Accordingly, the finished parts had dimensional defects related to the shape-set form that did not meet specifications to the extent they could be seen without the aid of a microscope.

Norman Noble conducted a process review, which resulted in the idea to eliminate two manufacturing steps by using an athermal laser, which produces no heat affected zone. This resulted in a significant cost reduction that allowed the production pricing to be significantly below the startup company’s target.

Electropolishing with minimum material removal would be used to finish the piece and provide a mirror-like, passive biocompatible finish.
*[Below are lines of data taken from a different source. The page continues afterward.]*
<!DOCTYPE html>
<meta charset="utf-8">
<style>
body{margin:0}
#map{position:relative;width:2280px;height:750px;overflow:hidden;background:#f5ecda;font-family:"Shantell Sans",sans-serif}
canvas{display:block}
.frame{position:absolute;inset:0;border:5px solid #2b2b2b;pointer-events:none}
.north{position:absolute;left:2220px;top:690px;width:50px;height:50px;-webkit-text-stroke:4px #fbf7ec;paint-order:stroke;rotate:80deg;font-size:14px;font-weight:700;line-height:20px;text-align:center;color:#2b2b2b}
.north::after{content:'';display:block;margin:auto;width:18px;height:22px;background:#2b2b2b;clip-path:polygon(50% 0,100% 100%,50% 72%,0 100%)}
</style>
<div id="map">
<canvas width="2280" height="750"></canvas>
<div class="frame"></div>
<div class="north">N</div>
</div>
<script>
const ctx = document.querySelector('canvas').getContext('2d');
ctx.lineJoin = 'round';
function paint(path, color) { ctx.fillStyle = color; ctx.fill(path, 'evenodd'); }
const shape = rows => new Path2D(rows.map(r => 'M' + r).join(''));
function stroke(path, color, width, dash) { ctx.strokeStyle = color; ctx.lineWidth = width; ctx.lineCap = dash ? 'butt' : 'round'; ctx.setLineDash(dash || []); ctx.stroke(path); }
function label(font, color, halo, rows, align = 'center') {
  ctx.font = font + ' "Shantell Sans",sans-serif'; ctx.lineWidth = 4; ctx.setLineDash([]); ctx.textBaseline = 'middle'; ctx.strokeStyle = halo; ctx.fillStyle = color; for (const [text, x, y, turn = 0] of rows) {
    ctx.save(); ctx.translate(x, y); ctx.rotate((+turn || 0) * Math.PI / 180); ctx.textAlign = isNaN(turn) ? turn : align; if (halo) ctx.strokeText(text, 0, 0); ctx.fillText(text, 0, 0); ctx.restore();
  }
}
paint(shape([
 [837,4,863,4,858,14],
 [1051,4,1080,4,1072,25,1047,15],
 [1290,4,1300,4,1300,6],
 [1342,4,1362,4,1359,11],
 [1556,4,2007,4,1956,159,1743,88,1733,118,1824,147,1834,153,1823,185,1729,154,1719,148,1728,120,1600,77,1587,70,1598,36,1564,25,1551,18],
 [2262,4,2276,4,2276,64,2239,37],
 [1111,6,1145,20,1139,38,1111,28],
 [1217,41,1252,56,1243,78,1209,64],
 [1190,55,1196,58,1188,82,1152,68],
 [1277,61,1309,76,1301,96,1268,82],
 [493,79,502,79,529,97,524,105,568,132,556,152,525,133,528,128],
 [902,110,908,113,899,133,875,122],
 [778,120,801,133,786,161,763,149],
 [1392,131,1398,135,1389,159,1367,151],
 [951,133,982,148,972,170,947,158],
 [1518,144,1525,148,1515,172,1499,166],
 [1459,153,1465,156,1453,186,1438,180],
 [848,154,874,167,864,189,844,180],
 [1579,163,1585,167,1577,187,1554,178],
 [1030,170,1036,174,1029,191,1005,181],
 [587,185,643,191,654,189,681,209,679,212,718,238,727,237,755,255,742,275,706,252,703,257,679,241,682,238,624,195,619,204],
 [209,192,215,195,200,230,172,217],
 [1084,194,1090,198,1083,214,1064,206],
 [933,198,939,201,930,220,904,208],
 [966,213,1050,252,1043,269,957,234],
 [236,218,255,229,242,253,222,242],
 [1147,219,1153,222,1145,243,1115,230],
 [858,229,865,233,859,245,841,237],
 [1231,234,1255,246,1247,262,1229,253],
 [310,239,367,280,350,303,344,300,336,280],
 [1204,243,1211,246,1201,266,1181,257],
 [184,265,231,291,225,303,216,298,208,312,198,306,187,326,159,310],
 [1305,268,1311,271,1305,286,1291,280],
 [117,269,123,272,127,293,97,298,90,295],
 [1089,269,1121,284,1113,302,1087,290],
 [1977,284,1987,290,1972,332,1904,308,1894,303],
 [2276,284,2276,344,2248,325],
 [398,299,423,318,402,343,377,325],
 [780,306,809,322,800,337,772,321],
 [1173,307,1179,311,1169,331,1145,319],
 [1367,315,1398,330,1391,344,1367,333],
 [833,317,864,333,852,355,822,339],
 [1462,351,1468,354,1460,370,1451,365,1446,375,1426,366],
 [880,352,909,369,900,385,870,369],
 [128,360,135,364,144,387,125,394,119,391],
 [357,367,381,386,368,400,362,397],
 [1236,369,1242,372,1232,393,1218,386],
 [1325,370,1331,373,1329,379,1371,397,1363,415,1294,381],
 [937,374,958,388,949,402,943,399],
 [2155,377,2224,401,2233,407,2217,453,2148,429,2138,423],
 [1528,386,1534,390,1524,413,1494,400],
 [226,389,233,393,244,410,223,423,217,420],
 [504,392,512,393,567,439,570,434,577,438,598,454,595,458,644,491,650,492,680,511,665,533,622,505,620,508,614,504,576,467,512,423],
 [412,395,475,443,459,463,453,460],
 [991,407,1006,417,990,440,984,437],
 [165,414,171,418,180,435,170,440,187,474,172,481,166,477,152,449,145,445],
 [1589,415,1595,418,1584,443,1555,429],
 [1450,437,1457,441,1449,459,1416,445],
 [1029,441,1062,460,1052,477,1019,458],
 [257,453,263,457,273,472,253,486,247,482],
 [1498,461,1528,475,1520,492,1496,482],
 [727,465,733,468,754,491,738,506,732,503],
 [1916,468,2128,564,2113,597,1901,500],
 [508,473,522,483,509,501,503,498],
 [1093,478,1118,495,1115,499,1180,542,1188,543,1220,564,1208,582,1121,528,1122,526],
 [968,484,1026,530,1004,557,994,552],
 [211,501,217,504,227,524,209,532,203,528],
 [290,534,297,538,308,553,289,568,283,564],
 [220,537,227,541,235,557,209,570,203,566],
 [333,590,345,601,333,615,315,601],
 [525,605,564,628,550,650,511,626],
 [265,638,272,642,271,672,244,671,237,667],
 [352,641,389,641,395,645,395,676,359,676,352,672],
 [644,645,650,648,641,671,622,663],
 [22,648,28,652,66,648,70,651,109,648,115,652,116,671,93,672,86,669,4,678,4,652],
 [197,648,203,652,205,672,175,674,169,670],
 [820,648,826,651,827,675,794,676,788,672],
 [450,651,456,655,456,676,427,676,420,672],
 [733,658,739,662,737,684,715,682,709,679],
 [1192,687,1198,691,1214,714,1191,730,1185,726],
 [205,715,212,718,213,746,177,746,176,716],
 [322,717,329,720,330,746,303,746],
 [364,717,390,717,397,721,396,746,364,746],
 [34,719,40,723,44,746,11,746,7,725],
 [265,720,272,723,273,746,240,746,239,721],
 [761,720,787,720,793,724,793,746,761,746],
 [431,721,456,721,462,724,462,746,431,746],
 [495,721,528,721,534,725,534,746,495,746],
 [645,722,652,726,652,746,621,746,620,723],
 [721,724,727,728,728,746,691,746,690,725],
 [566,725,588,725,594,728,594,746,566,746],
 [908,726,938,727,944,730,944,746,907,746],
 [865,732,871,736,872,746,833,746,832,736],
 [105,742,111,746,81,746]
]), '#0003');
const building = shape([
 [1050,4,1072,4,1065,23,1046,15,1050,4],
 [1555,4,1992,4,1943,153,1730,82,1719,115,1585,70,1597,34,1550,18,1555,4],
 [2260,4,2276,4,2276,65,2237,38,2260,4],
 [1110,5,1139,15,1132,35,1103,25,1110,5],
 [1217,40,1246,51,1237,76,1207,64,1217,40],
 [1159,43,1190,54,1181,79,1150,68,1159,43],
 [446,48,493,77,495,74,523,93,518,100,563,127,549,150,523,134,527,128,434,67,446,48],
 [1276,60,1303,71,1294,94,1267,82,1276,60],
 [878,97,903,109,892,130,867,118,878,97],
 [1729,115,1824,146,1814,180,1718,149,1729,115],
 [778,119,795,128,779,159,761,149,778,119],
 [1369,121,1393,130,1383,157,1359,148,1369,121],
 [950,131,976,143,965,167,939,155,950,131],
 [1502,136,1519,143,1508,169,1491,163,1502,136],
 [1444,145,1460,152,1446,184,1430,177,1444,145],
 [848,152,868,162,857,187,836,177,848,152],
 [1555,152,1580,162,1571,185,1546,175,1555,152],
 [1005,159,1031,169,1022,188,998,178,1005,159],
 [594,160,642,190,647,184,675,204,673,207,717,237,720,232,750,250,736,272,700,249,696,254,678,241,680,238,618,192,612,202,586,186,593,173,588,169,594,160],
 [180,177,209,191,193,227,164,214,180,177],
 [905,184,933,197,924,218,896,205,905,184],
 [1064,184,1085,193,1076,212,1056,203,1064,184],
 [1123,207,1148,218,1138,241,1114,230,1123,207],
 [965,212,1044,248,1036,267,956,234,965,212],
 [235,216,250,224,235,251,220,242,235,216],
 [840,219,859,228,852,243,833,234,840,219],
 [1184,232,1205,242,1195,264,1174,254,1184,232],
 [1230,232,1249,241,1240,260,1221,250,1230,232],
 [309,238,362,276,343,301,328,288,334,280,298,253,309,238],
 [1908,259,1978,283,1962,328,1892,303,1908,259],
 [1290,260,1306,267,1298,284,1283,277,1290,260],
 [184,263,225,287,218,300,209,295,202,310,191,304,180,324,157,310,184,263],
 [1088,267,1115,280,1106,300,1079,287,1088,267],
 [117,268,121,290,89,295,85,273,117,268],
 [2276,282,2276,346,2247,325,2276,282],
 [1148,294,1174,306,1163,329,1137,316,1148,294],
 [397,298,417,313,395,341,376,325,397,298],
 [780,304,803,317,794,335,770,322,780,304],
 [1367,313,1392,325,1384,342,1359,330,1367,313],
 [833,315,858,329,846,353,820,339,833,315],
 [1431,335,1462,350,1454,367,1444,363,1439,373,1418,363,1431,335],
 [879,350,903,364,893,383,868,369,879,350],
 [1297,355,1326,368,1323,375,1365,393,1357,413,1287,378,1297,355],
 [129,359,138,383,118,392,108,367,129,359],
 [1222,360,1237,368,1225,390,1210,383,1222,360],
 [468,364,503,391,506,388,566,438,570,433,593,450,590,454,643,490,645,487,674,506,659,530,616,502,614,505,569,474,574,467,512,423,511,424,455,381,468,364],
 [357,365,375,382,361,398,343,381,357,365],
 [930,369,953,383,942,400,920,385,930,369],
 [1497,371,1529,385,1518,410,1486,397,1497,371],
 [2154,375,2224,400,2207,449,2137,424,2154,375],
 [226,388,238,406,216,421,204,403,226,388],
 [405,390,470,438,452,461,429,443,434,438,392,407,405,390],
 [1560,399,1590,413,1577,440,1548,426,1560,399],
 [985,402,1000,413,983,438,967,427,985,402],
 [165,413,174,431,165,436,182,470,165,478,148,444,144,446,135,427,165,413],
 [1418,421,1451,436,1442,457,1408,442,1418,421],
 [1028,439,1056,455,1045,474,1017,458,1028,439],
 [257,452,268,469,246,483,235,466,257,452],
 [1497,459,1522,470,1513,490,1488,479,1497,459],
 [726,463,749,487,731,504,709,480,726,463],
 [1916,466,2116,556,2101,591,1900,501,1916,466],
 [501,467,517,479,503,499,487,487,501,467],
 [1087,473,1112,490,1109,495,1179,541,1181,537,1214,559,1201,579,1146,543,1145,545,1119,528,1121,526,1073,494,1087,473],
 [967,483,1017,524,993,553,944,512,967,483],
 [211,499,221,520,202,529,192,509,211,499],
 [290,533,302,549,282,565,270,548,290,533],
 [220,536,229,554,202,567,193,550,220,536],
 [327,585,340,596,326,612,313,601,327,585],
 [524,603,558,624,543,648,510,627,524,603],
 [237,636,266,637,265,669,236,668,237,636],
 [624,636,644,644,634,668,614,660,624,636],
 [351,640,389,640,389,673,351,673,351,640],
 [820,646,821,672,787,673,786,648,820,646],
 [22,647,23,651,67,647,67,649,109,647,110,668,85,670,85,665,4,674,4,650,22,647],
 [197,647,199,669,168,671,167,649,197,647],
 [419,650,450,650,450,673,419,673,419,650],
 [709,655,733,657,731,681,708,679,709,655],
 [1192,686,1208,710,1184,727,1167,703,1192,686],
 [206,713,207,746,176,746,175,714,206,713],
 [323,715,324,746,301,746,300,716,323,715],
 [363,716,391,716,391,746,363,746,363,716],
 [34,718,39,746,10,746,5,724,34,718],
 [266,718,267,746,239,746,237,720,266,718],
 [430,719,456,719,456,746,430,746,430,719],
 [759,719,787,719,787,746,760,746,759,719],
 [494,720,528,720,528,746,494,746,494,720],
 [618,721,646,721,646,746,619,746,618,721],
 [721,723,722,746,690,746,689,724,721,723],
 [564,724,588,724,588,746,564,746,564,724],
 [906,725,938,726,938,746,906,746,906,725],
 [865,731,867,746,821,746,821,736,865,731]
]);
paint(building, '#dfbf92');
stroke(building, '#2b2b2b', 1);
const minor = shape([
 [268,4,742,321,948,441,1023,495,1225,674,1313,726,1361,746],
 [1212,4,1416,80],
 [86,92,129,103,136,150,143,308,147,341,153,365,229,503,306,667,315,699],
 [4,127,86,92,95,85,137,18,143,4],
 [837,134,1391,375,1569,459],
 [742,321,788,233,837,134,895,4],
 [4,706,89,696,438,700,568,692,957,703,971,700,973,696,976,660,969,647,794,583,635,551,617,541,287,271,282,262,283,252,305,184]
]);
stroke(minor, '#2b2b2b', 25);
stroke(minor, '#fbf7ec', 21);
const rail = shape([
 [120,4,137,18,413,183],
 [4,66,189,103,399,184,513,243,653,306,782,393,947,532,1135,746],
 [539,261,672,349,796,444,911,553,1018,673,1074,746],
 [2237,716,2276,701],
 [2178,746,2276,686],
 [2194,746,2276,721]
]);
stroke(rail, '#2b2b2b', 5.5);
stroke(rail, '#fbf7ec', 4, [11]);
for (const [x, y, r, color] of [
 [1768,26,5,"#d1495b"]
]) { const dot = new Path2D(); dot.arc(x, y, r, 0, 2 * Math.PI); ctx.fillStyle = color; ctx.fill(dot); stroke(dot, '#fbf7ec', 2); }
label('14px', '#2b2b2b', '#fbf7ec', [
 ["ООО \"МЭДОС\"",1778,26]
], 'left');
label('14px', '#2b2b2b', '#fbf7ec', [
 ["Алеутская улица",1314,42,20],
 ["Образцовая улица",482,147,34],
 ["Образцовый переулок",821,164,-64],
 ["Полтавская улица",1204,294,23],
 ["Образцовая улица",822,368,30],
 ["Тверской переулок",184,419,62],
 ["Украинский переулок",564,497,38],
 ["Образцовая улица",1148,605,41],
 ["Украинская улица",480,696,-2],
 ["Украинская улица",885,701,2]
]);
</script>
Satisfied with the potential for the product design and manufacturing process improvements to make the product viable, the startup company instructed Norman Noble to proceed with prototyping and feasibility analysis. In short order, we:

  • Developed custom shape setting tooling to ensure all finished part specifications were achieved.
  • Established the best primary tubing supplier for the short term and at the same time, developed a plan for qualification of a second raw material source to maintain continuity of supply.

Prototype parts were manufactured in 8 days and then shipped to the company for initial design verification testing. A second iteration was required and manufactured in 3 days to complete design verification testing.

The validation strategy was developed by Norman Noble and submitted to the startup company using a parallel path to the prototype manufacturing and functional testing. Upon completion of verification testing, the validation was executed and a full report was provided in 27 days.

Ultimately, a large medical OEM that had worked with Norman Noble previously acquired the startup company. The large OEM confided that the supply chain was a key part of their decision to make the acquisition.

The product is quickly becoming the standard of care for its innovative application and is in use treating patients in many countries around the world.